Backdoor to Paradise
By Jason Sabbagh
Dimitra rocked in her chair and looked out at the morning dew. She sat on the wrap around porch that circled the Holloway House. People in town called her 'the Gypsy,' and she never corrected them, even though she was born and raised in Detroit. Her mother was Greek and her father Mexican, which made her ethnicity hard to place. The gypsy lore was an asset to her business. That business being the owner and spiritual guide of the Holloway House.
Dimitra didn’t live in the house. That would be maddening. No. It was her place of work, but there was no rational way to explain just what she did there. Which meant she had to run a cash business. The prices she charged could only be afforded by the obscenely wealthy. And they paid. Willingly.
For a woman in her sixties, Dimitra had kept up with the times, technologically speaking. She didn’t use technology to promote Holloway House. In fact, her clients were forbidden from posting anything about the old three story Victorian online. And they obeyed.
But she was able to remove posts on the various platforms, mostly written by locals. They called her a snake oil salesman, a side show act, a con artist, so on and so forth. A local television crew showed up to Holloway House once. Dimitra pretended to speak broken English and played dumb to their cheeky line of questioning. They were doing a bit for a Halloween segment. But Dimitra played it so boring, the piece never aired.
Her business spread solely through word of mouth. Wealthy family to wealthy family. The trickiest part was the legal system. Since 1982, sixty-seven people had died in Holloway house, and that sort of anomaly tends to raise red flags with law enforcement.
Dimitra had operated under four different Sheriffs. Each had to be wooed in their own way. That morning, rocking in her chair, she was awaiting a visit from the newly elected young Sheriff, her fifth. His police cruiser pulled up the gravel drive at nine am sharp, just as he’d said.
His name was Bill Shaw and he was 42, young for a Sheriff. He was alone, which was a positive sign. Perhaps he wished to have a conversation that he didn’t want his peers to hear. Dimitra stood from her chair as Bill walked onto the porch.
“Good Morning, Bill Shaw.” He tipped his obnoxious cowboy hat.
“Good morning, Sheriff Shaw, I am Dimitra.”
“Oh I am aware. You got the one-name thing going, like Madonna.”

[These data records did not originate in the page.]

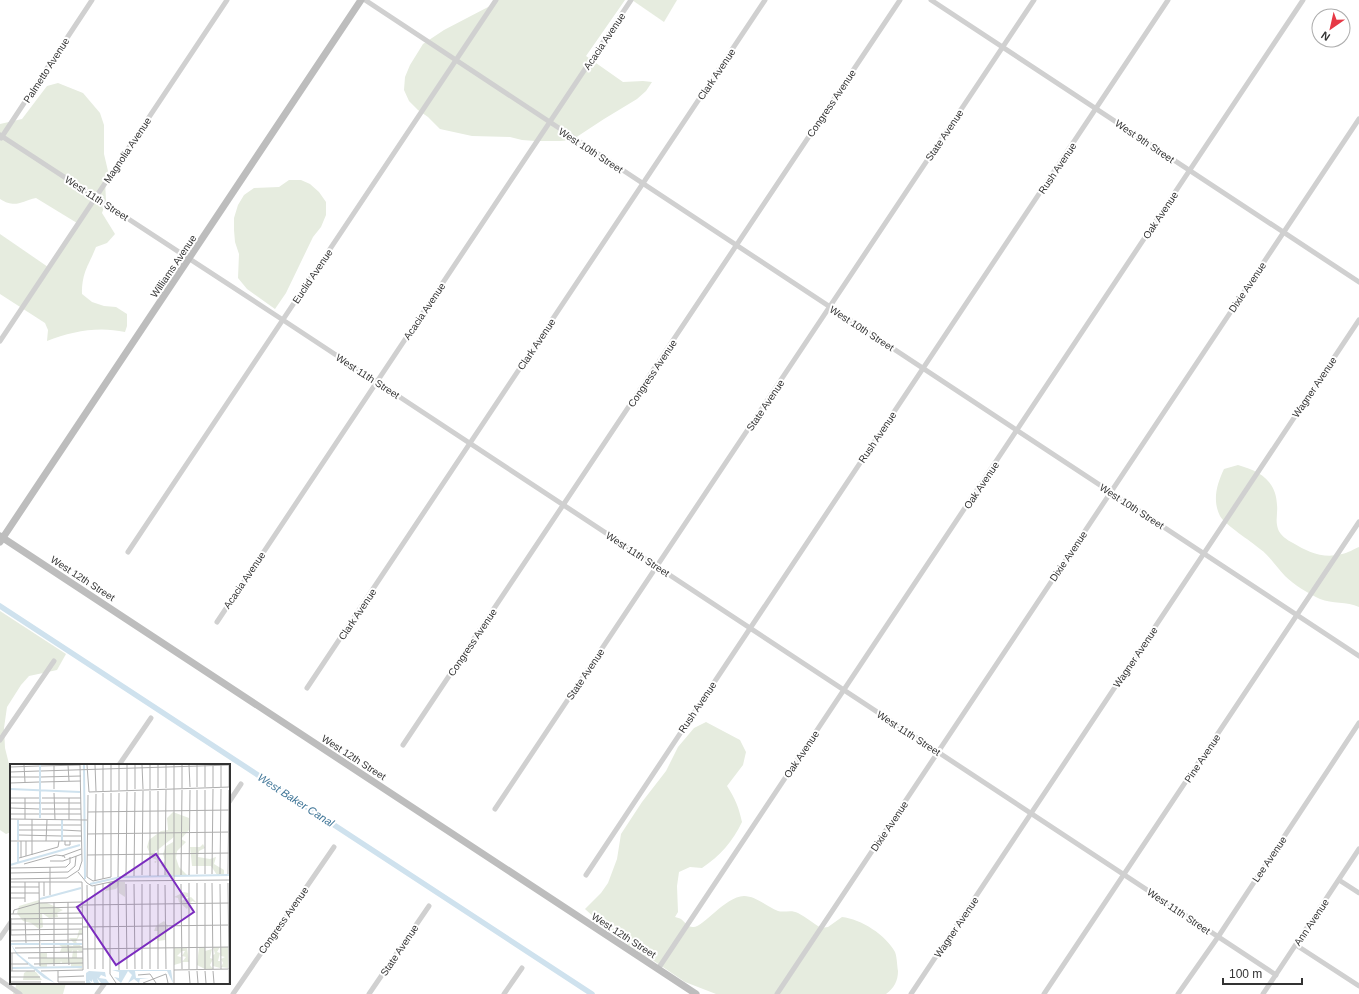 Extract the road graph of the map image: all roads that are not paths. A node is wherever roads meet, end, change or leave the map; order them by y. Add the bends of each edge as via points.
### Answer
1 (92, 0) edge
2 (227, 0) edge
3 (361, 0) edge
4 (365, 0) edge
5 (496, 0) edge
6 (631, 0) edge
7 (766, 0) edge
8 (900, 0) edge
9 (931, 0) edge
10 (1034, 0) edge
11 (1168, 0) edge
12 (1303, 0) edge
13 (1003, 47) junction
14 (456, 60) junction
15 (1096, 109) junction
16 (1359, 119) edge
17 (550, 122) junction
18 (1, 137) edge
19 (1190, 171) junction
20 (643, 184) junction
21 (96, 197) junction
22 (1284, 232) junction
23 (736, 245) junction
24 (190, 258) junction
25 (1359, 282) edge
26 (830, 307) junction
27 (283, 320) junction
28 (1359, 320) edge
29 (0, 341) edge
30 (923, 368) junction
31 (377, 382) junction
32 (1017, 430) junction
33 (470, 443) junction
34 (1111, 492) junction
35 (564, 505) junction
36 (1359, 522) edge
37 (1, 539) edge
38 (128, 552) dead end
39 (1204, 553) junction
40 (657, 566) junction
41 (1297, 615) junction
42 (217, 622) dead end
43 (750, 628) junction
44 (1359, 656) edge
45 (54, 661) dead end
46 (307, 688) dead end
47 (844, 690) junction
48 (151, 718) dead end
49 (1359, 723) edge
50 (0, 740) edge
51 (404, 745) dead end
52 (938, 752) junction
53 (120, 764) edge
54 (242, 784) dead end
55 (230, 801) edge
56 (495, 809) dead end
57 (1031, 813) junction
58 (334, 846) dead end
59 (1359, 849) edge
60 (1124, 874) junction
61 (586, 875) dead end
62 (1339, 880) junction
63 (1359, 893) edge
64 (429, 906) dead end
65 (10, 923) edge
66 (1218, 937) junction
67 (0, 938) edge
68 (1296, 944) junction
69 (522, 968) dead end
70 (658, 969) junction
71 (1276, 975) junction
72 (0, 980) edge
73 (104, 984) edge
74 (1359, 986) edge
75 (20, 994) edge
76 (98, 994) edge
77 (233, 994) edge
78 (369, 994) edge
79 (504, 994) edge
80 (696, 994) edge
81 (777, 994) edge
82 (911, 994) edge
83 (1044, 994) edge
84 (1178, 994) edge
85 (1263, 994) edge

1 - 18 street, Palmetto Avenue
2 - 21 street, Magnolia Avenue
3 - 24 street, Williams Avenue
4 - 14 street, West 10th Street
5 - 14 street, Euclid Avenue
6 - 17 street, Acacia Avenue
7 - 20 street, Clark Avenue
8 - 23 street, Congress Avenue
9 - 13 street, West 9th Street
10 - 13 street, State Avenue
11 - 15 street, Rush Avenue
12 - 19 street, Oak Avenue
13 - 15 street, West 9th Street
13 - 26 street, State Avenue
14 - 17 street, West 10th Street
14 - 27 street, Euclid Avenue
15 - 19 street, West 9th Street
15 - 30 street, Rush Avenue
16 - 22 street, Dixie Avenue
17 - 20 street, West 10th Street
17 - 31 street, Acacia Avenue
18 - 21 street, West 11th Street
19 - 22 street, West 9th Street
19 - 32 street, Oak Avenue
20 - 23 street, West 10th Street
20 - 33 street, Clark Avenue
21 - 24 street, West 11th Street
21 - 29 street, Magnolia Avenue
22 - 25 street, West 9th Street
22 - 34 street, Dixie Avenue
23 - 26 street, West 10th Street
23 - 35 street, Congress Avenue
24 - 27 street, West 11th Street
24 - 37 street, Williams Avenue
26 - 30 street, West 10th Street
26 - 40 street, State Avenue
27 - 31 street, West 11th Street
27 - 38 street, Euclid Avenue
28 - 39 street, Wagner Avenue
30 - 32 street, West 10th Street
30 - 43 street, Rush Avenue
31 - 33 street, West 11th Street
31 - 42 street, Acacia Avenue
32 - 34 street, West 10th Street
32 - 47 street, Oak Avenue
33 - 35 street, West 11th Street
33 - 46 street, Clark Avenue
34 - 39 street, West 10th Street
34 - 52 street, Dixie Avenue
35 - 40 street, West 11th Street
35 - 51 street, Congress Avenue
36 - 41 street, Pine Avenue
37 - 70 street, West 12th Street
39 - 41 street, West 10th Street
39 - 57 street, Wagner Avenue
40 - 43 street, West 11th Street
40 - 56 street, State Avenue
41 - 44 street, West 10th Street
41 - 60 street, Pine Avenue
43 - 47 street, West 11th Street
43 - 61 street, Rush Avenue
45 - 50 street
47 - 52 street, West 11th Street
47 - 70 street, Oak Avenue
48 - 53 street
49 - 66 street, Lee Avenue
52 - 57 street, West 11th Street
52 - 81 street, Dixie Avenue
54 - 55 street
57 - 60 street, West 11th Street
57 - 82 street, Wagner Avenue
58 - 77 street, Congress Avenue
59 - 62 street, Ann Avenue
60 - 66 street, West 11th Street
60 - 83 street, Pine Avenue
62 - 63 street
62 - 68 street, Ann Avenue
64 - 78 street, State Avenue
65 - 67 street
66 - 71 street, West 11th Street
66 - 84 street, Lee Avenue
68 - 71 street, Ann Avenue
68 - 74 street
69 - 79 street
70 - 80 street, West 12th Street
71 - 85 street, Ann Avenue
72 - 75 street
73 - 76 street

Dimitra smiled. “I must say Sheriff, that was the first time in my life I’ve been compared to Madonna.”
Bill smiled. “You know, I ran up on this porch one time, God, twenty-five years ago.”

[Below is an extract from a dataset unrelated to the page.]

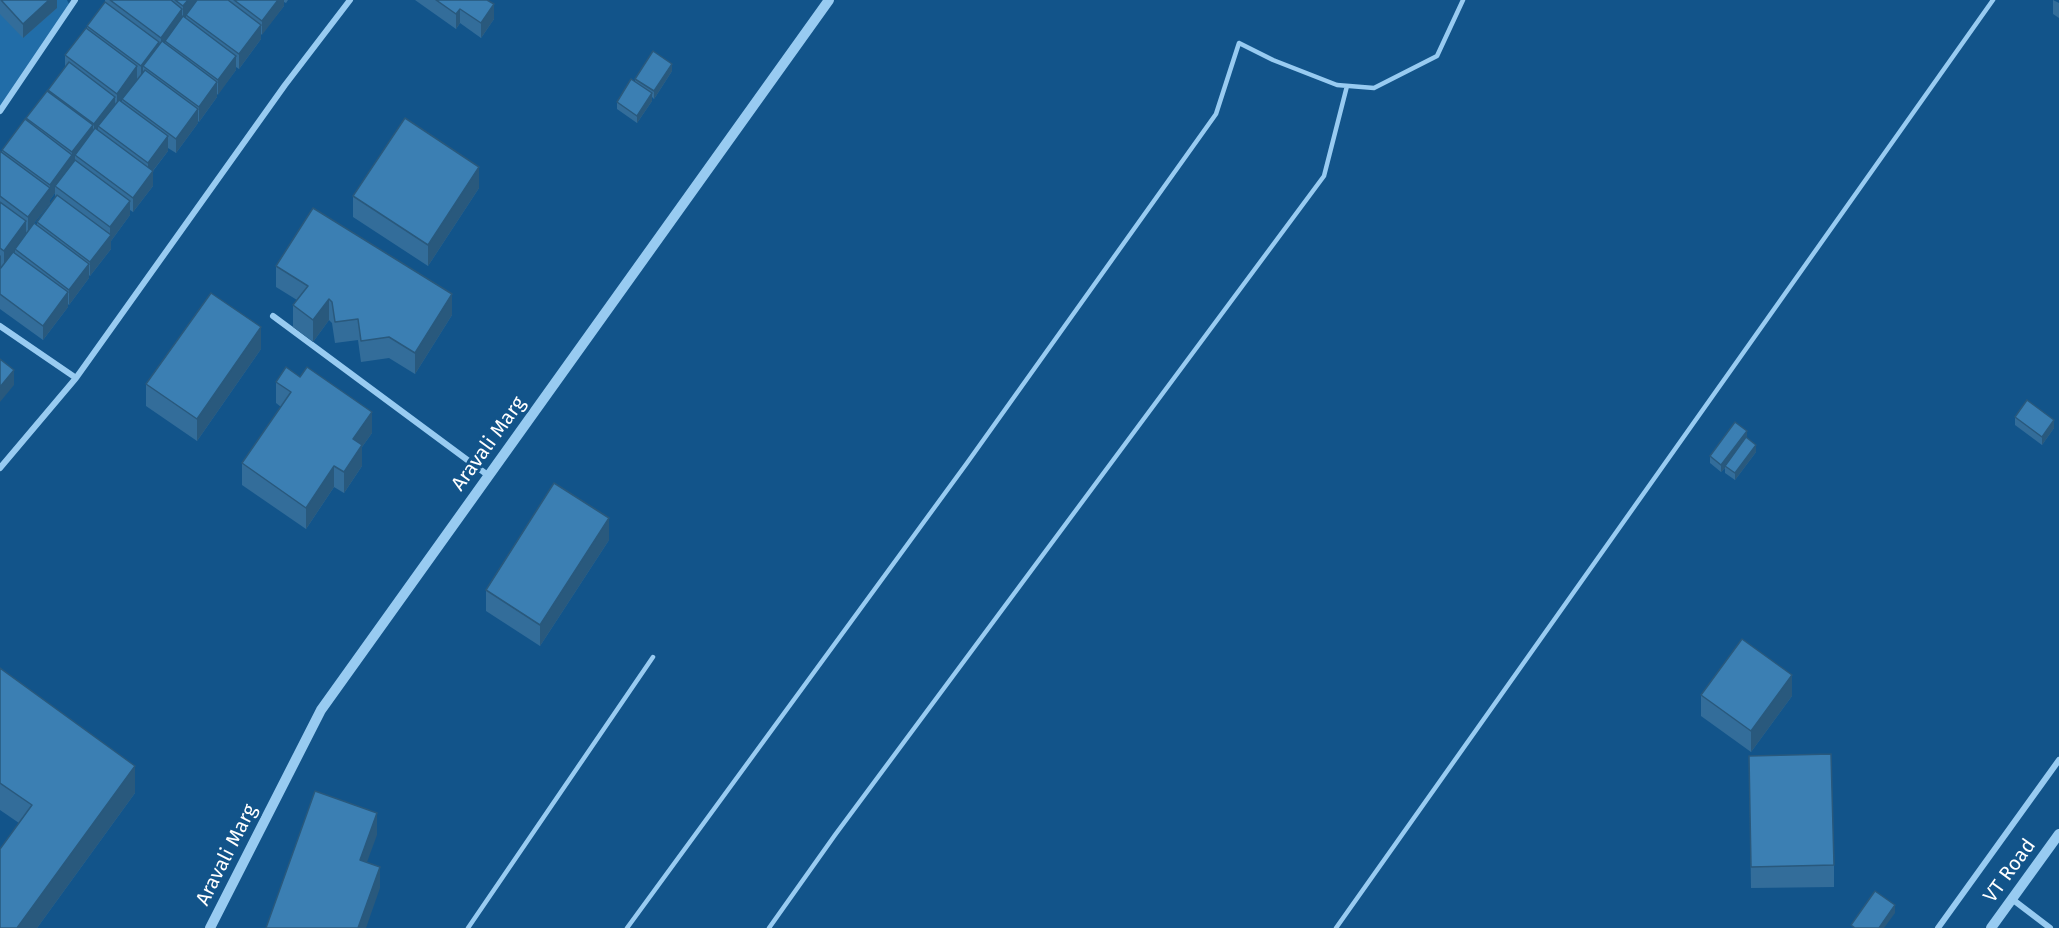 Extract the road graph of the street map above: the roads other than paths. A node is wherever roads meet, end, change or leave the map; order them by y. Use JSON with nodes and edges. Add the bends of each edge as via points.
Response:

“Ahh. One of the brave young teenagers dared to climb the steps of the haunted house. I imagine I’ve cleaned up a few of your beer cans left at the end of my driveway.”
Bill smiled again. “Yeah, that may be, I apologize for that.”
“No need, teenagers will be teenagers.”
Bill stared through the fogged glass window into Holloway House. “Thing is, back then, it was just rumors, fun and games, I never really thought this place was haunted. Well, still don’t, but I did read all the files we have on this place at the Sheriff’s Department.”
“And you are wondering how it is that sixty-seven people have died in this house.”
The two met eyes, and Bill nodded, “Yes ma'am.”
“I’m afraid the answer is not as scandalous as you might think.”
“Well that’s great because, if it’s one thing I’m not looking for, it’s a scandal. Just got through with a pretty vicious campaign.”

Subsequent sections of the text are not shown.